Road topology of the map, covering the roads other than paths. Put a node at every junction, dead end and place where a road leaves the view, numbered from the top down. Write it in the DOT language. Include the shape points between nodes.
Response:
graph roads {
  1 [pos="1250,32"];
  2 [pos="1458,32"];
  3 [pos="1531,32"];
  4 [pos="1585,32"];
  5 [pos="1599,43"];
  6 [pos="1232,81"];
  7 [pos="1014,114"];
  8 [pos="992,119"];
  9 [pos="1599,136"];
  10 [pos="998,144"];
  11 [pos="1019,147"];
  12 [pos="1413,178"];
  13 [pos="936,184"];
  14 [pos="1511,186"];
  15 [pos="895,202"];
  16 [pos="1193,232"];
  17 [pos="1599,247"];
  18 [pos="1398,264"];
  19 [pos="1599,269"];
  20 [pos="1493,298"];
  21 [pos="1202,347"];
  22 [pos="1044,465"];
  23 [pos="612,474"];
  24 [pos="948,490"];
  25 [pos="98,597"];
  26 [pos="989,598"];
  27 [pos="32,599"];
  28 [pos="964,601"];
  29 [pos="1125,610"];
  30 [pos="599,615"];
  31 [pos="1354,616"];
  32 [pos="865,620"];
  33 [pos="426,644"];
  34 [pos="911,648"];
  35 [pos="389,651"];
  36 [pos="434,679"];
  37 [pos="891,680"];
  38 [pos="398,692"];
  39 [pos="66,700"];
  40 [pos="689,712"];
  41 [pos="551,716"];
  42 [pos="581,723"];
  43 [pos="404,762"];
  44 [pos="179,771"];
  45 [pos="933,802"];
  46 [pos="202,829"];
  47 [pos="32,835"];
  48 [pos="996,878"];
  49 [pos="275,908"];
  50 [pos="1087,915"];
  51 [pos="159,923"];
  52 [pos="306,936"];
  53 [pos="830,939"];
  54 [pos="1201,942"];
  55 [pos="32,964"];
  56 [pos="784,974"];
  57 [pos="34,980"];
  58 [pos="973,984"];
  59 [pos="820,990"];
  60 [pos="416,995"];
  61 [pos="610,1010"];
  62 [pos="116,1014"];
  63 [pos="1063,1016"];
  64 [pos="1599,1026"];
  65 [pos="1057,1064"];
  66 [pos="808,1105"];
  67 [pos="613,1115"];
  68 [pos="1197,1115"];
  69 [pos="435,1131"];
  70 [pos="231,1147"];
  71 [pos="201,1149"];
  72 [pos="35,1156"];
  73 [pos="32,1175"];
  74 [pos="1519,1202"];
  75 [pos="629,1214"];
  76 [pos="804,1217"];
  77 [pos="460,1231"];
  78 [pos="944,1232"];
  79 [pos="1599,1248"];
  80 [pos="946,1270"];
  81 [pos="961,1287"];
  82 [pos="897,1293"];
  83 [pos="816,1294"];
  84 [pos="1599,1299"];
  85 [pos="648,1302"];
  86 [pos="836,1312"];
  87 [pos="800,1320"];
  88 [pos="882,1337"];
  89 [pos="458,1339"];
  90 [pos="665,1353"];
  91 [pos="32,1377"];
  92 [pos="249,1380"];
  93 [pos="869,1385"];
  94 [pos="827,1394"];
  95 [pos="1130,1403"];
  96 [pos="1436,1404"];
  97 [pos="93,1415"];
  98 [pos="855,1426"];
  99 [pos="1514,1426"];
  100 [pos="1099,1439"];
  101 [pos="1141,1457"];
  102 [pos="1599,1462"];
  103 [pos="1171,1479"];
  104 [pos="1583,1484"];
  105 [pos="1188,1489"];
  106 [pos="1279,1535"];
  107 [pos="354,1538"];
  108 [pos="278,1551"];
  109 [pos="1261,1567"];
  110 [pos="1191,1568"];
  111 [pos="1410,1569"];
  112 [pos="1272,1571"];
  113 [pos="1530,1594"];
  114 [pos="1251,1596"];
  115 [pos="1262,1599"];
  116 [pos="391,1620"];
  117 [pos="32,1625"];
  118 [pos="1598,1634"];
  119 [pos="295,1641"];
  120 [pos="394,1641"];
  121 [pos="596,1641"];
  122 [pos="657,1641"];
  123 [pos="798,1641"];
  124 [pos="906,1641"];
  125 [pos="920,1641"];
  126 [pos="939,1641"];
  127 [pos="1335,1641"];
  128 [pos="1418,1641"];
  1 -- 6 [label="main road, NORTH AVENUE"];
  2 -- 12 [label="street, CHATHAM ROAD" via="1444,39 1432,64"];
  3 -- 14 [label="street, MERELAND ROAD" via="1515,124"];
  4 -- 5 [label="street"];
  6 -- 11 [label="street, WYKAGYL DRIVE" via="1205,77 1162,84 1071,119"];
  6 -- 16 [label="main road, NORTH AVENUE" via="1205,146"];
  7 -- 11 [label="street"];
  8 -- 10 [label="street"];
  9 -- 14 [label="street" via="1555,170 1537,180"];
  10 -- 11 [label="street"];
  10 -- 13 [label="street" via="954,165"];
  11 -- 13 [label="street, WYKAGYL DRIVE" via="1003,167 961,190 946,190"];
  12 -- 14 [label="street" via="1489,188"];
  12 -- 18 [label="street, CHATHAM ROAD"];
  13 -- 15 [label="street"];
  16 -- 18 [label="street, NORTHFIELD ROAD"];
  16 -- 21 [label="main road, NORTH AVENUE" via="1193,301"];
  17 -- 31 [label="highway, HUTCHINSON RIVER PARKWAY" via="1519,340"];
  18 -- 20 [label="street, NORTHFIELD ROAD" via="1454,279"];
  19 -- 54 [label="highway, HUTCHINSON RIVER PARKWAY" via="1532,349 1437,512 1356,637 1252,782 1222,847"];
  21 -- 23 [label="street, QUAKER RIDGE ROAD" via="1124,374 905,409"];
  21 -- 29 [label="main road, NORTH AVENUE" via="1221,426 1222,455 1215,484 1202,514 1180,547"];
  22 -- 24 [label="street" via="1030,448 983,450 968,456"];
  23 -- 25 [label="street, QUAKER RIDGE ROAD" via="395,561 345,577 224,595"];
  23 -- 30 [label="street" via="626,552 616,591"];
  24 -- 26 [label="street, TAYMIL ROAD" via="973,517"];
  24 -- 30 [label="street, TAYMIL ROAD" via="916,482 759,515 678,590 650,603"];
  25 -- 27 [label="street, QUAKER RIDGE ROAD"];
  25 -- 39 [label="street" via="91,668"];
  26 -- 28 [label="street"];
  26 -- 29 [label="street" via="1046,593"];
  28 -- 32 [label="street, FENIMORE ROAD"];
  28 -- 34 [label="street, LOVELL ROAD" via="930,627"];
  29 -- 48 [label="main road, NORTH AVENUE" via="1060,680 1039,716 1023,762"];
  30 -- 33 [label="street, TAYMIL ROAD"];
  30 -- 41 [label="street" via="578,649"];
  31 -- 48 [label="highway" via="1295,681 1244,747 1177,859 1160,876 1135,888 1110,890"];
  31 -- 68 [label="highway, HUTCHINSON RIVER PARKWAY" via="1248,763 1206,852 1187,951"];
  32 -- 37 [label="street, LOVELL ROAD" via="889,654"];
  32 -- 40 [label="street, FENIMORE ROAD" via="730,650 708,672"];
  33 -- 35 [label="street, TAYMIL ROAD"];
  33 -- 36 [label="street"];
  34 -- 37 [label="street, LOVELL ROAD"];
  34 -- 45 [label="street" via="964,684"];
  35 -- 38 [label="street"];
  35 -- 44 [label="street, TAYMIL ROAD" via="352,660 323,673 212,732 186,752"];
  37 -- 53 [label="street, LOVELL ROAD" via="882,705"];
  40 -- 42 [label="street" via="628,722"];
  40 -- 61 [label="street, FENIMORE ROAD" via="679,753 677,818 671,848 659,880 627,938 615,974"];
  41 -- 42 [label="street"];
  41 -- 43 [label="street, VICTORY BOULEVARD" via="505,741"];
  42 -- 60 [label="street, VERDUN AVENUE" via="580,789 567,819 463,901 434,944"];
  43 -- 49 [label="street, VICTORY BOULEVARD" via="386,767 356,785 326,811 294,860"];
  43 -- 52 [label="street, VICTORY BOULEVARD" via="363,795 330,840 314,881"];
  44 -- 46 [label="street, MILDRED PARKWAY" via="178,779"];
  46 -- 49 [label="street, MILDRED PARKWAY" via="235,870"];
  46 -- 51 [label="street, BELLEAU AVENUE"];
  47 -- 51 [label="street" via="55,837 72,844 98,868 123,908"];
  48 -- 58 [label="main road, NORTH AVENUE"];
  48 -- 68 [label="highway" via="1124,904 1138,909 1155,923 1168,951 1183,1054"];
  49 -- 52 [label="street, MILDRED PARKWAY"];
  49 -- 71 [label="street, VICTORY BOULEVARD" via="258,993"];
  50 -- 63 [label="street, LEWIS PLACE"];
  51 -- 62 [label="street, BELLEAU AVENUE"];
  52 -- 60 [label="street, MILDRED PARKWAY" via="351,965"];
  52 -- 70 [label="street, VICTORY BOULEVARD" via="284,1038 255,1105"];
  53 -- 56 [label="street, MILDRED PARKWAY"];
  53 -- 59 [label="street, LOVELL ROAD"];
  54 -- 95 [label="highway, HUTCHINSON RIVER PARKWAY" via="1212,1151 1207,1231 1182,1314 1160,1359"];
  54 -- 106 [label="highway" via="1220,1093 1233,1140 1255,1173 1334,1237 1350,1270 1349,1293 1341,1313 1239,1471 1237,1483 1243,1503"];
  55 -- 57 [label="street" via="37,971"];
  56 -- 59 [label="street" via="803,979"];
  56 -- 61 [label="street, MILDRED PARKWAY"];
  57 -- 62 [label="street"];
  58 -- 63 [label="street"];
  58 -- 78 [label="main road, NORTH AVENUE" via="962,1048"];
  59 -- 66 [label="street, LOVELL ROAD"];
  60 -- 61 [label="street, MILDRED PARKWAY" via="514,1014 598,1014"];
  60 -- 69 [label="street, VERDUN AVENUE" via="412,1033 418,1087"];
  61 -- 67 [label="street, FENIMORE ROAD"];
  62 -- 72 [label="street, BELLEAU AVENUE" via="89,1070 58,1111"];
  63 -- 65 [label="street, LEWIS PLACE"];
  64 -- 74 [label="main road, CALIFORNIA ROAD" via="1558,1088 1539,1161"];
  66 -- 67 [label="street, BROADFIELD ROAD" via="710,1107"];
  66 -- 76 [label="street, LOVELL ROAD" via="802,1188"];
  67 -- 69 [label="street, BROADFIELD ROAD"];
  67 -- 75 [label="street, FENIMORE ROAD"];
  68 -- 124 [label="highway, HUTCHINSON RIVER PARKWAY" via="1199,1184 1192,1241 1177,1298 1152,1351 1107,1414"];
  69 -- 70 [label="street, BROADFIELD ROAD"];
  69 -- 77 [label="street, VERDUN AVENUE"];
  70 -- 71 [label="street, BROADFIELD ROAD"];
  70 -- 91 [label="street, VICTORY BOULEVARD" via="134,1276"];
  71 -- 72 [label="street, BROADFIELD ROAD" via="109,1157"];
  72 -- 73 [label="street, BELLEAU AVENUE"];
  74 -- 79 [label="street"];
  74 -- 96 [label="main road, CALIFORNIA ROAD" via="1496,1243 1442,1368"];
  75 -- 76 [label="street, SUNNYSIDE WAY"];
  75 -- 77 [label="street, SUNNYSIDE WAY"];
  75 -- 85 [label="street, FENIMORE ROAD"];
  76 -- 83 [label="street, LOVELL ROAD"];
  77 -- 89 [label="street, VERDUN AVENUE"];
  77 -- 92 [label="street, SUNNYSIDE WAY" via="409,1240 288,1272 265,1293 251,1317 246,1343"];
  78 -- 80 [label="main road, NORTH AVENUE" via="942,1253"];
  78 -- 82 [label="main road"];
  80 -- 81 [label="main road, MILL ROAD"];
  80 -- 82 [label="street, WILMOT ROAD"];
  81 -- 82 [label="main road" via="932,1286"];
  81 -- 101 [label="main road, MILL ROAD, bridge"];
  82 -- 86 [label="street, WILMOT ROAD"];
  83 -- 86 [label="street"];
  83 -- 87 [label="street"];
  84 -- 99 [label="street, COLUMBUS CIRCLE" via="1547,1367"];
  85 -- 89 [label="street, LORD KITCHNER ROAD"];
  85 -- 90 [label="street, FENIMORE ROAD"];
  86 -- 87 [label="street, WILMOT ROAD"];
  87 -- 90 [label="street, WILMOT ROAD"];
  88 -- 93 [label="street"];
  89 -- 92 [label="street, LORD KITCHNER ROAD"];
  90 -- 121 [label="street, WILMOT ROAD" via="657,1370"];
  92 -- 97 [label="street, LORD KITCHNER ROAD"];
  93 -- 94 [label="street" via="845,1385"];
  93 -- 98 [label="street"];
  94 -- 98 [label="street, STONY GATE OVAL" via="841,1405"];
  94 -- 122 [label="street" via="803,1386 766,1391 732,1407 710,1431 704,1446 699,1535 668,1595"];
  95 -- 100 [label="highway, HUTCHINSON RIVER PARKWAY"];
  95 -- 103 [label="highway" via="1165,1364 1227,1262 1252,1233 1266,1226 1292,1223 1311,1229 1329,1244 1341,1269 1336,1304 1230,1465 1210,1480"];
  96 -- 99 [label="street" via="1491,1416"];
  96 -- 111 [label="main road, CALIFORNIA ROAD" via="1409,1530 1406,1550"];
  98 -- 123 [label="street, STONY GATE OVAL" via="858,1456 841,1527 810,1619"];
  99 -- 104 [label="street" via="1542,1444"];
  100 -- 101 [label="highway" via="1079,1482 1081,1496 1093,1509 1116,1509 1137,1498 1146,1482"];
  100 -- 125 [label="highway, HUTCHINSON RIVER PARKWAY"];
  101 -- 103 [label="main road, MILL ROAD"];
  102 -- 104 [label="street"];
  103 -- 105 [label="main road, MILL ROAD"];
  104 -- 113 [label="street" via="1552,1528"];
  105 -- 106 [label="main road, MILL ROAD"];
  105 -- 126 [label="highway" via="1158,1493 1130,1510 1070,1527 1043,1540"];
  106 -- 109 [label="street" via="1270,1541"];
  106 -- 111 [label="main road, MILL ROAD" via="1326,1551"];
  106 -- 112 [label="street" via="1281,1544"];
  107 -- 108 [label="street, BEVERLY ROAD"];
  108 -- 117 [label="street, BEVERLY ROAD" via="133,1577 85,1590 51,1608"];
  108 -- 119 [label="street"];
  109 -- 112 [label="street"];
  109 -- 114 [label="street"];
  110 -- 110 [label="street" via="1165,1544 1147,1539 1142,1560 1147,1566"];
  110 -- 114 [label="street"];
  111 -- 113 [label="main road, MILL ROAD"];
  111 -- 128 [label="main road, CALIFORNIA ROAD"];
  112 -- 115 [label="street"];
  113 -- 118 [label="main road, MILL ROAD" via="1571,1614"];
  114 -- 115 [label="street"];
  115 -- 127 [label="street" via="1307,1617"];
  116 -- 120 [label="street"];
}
--------------------------------
Search the entries for the word "WILMOT" and copy every line that has it.

→ **OUTPUT OF THE EXERCISE**
  80 -- 82 [label="street, WILMOT ROAD"];
  82 -- 86 [label="street, WILMOT ROAD"];
  86 -- 87 [label="street, WILMOT ROAD"];
  87 -- 90 [label="street, WILMOT ROAD"];
  90 -- 121 [label="street, WILMOT ROAD" via="657,1370"];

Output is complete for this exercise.